> **Work instructions**
Go through the entries below and copy every line that holds the word "roads".

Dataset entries
- - -

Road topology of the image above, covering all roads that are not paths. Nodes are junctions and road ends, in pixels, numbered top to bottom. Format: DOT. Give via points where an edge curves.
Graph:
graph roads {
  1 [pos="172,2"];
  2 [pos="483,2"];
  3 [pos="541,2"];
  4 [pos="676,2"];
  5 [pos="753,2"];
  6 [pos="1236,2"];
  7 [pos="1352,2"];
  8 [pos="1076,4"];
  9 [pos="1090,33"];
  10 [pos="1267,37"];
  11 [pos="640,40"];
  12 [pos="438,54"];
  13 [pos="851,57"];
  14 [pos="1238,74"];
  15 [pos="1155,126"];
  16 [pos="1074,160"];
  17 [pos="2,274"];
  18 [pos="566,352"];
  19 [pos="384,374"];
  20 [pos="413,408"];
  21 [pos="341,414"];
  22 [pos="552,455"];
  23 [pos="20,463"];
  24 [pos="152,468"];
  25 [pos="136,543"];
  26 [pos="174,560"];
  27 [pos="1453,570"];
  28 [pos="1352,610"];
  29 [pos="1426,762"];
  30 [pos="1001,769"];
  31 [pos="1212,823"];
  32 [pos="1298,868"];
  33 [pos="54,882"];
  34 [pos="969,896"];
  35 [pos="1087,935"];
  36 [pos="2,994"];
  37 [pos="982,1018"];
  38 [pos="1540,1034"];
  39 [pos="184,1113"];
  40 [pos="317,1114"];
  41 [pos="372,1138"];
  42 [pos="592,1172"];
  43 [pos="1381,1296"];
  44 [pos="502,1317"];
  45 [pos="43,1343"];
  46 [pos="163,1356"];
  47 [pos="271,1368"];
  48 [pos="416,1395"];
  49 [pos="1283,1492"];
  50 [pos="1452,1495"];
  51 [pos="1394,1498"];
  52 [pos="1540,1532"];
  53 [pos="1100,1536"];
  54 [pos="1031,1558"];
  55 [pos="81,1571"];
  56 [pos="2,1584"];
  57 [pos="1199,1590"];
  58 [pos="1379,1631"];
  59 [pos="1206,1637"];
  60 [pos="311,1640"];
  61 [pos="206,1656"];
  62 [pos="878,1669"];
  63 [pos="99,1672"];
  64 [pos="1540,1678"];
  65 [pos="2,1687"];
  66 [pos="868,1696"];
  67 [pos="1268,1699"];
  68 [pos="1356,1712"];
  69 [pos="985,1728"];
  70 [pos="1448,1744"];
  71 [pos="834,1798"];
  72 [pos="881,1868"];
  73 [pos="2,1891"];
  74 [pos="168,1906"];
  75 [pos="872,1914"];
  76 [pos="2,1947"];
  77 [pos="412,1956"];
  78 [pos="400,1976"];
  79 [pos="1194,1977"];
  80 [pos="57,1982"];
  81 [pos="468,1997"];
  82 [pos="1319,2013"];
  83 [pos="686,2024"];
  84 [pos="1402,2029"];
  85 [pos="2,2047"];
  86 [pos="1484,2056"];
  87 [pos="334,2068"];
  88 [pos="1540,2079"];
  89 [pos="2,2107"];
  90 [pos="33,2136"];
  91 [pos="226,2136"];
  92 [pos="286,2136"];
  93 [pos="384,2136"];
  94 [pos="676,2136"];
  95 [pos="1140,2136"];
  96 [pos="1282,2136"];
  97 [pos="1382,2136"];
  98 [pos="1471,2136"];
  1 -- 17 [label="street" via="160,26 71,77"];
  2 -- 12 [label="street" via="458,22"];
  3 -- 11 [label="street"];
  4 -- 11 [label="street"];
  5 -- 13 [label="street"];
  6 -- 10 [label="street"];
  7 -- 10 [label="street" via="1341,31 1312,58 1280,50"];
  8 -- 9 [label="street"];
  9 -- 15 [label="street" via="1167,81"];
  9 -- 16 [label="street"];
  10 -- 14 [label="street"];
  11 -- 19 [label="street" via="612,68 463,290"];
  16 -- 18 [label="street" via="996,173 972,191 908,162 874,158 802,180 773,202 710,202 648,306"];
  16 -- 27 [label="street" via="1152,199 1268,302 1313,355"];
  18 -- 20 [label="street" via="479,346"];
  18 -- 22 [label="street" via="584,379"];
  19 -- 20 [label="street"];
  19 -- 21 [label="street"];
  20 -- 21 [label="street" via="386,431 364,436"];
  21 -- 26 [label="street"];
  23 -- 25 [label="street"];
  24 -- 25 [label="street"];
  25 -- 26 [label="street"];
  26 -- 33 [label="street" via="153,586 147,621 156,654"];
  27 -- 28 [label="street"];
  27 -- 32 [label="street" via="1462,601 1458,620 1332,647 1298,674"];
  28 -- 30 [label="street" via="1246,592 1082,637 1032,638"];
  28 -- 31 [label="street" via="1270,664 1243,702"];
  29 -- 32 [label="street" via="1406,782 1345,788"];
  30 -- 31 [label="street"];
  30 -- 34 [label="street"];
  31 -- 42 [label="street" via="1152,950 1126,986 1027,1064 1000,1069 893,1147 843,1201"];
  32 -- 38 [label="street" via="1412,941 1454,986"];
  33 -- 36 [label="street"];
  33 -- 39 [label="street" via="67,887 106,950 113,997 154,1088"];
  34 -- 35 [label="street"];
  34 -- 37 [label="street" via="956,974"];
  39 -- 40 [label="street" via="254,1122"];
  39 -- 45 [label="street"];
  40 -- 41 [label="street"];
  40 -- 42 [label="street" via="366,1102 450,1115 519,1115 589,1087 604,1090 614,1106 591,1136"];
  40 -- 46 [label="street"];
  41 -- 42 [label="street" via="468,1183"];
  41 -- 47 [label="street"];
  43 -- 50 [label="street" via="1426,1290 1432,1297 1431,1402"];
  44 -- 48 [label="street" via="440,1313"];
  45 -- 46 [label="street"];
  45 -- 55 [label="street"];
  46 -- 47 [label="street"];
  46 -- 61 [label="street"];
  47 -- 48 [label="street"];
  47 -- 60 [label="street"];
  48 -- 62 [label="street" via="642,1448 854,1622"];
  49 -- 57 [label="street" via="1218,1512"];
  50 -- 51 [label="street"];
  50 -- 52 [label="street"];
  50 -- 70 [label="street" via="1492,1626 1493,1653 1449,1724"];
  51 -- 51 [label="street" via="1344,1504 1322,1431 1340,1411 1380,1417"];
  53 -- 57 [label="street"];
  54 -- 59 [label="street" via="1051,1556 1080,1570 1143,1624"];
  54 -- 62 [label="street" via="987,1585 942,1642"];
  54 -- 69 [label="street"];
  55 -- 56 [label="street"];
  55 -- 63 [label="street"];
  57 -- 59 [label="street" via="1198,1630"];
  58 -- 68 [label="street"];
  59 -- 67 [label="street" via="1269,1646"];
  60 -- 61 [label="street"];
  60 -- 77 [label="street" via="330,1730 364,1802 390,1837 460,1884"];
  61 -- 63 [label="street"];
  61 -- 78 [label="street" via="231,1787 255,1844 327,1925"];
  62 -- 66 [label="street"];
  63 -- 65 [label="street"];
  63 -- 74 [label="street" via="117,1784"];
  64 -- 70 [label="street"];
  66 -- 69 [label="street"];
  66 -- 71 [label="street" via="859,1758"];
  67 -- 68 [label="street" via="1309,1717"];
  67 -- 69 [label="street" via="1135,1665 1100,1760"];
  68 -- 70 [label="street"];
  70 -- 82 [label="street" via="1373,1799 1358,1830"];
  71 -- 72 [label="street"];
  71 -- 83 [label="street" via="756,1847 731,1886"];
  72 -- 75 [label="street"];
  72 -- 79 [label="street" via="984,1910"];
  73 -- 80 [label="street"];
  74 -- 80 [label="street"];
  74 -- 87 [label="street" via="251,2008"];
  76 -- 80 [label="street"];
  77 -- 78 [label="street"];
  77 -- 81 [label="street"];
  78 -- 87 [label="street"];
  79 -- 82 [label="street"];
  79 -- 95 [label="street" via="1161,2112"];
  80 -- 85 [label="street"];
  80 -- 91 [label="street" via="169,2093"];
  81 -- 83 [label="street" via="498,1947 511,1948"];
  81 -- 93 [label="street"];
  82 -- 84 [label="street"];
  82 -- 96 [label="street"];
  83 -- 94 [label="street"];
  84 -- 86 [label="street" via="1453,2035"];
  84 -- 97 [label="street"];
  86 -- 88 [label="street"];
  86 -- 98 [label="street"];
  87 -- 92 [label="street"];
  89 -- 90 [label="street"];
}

- - -

> **Solved problem**
Road topology of the image above, covering all roads that are not paths. Nodes are junctions and road ends, in pixels, numbered top to bottom. Format: DOT. Give via points where an edge curves.
graph roads {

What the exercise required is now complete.